[Assignment]
Retype the records exactly.

Start of Source data

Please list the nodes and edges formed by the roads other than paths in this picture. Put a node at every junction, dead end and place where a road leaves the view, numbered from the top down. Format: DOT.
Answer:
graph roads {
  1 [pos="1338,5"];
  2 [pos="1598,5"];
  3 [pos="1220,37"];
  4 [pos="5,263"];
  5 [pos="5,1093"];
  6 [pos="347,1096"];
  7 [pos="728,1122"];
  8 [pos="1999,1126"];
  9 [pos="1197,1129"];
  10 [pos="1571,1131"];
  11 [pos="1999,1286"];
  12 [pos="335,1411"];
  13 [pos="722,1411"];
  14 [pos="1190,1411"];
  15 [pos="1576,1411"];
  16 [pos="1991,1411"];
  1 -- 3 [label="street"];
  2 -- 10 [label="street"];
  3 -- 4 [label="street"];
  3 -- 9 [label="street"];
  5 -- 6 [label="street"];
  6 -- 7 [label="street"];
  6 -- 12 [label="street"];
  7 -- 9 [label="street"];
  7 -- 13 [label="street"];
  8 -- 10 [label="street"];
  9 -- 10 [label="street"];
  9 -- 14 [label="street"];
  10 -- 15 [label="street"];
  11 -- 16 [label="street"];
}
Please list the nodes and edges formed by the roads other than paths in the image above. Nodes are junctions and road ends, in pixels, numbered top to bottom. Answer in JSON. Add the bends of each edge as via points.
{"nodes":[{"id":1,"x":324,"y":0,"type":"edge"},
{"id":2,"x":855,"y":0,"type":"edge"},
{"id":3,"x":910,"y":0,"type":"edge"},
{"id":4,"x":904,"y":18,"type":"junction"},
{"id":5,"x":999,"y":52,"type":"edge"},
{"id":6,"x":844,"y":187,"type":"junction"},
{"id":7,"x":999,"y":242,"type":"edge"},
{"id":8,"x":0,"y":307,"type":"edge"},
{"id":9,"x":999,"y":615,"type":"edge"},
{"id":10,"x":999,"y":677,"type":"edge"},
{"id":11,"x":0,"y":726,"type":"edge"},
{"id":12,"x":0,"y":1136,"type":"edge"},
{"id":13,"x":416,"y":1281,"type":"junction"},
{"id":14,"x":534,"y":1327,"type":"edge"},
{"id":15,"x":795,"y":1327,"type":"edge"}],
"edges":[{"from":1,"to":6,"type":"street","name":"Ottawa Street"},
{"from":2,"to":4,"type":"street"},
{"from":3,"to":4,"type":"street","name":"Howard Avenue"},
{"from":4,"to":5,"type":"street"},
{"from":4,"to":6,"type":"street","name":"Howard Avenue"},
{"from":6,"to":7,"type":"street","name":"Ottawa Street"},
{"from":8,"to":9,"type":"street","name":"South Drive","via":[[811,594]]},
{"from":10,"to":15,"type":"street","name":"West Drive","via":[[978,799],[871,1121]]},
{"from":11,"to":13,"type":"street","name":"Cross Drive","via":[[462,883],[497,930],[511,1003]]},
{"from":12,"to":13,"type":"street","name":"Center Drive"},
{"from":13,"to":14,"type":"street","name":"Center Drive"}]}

End of Source data

[Response below]
Please list the nodes and edges formed by the roads other than paths in this picture. Put a node at every junction, dead end and place where a road leaves the view, numbered from the top down. Format: DOT.
Answer:
graph roads {
  1 [pos="1338,5"];
  2 [pos="1598,5"];
  3 [pos="1220,37"];
  4 [pos="5,263"];
  5 [pos="5,1093"];
  6 [pos="347,1096"];
  7 [pos="728,1122"];
  8 [pos="1999,1126"];
  9 [pos="1197,1129"];
  10 [pos="1571,1131"];
  11 [pos="1999,1286"];
  12 [pos="335,1411"];
  13 [pos="722,1411"];
  14 [pos="1190,1411"];
  15 [pos="1576,1411"];
  16 [pos="1991,1411"];
  1 -- 3 [label="street"];
  2 -- 10 [label="street"];
  3 -- 4 [label="street"];
  3 -- 9 [label="street"];
  5 -- 6 [label="street"];
  6 -- 7 [label="street"];
  6 -- 12 [label="street"];
  7 -- 9 [label="street"];
  7 -- 13 [label="street"];
  8 -- 10 [label="street"];
  9 -- 10 [label="street"];
  9 -- 14 [label="street"];
  10 -- 15 [label="street"];
  11 -- 16 [label="street"];
}
Please list the nodes and edges formed by the roads other than paths in the image above. Nodes are junctions and road ends, in pixels, numbered top to bottom. Answer in JSON. Add the bends of each edge as via points.
{"nodes":[{"id":1,"x":324,"y":0,"type":"edge"},
{"id":2,"x":855,"y":0,"type":"edge"},
{"id":3,"x":910,"y":0,"type":"edge"},
{"id":4,"x":904,"y":18,"type":"junction"},
{"id":5,"x":999,"y":52,"type":"edge"},
{"id":6,"x":844,"y":187,"type":"junction"},
{"id":7,"x":999,"y":242,"type":"edge"},
{"id":8,"x":0,"y":307,"type":"edge"},
{"id":9,"x":999,"y":615,"type":"edge"},
{"id":10,"x":999,"y":677,"type":"edge"},
{"id":11,"x":0,"y":726,"type":"edge"},
{"id":12,"x":0,"y":1136,"type":"edge"},
{"id":13,"x":416,"y":1281,"type":"junction"},
{"id":14,"x":534,"y":1327,"type":"edge"},
{"id":15,"x":795,"y":1327,"type":"edge"}],
"edges":[{"from":1,"to":6,"type":"street","name":"Ottawa Street"},
{"from":2,"to":4,"type":"street"},
{"from":3,"to":4,"type":"street","name":"Howard Avenue"},
{"from":4,"to":5,"type":"street"},
{"from":4,"to":6,"type":"street","name":"Howard Avenue"},
{"from":6,"to":7,"type":"street","name":"Ottawa Street"},
{"from":8,"to":9,"type":"street","name":"South Drive","via":[[811,594]]},
{"from":10,"to":15,"type":"street","name":"West Drive","via":[[978,799],[871,1121]]},
{"from":11,"to":13,"type":"street","name":"Cross Drive","via":[[462,883],[497,930],[511,1003]]},
{"from":12,"to":13,"type":"street","name":"Center Drive"},
{"from":13,"to":14,"type":"street","name":"Center Drive"}]}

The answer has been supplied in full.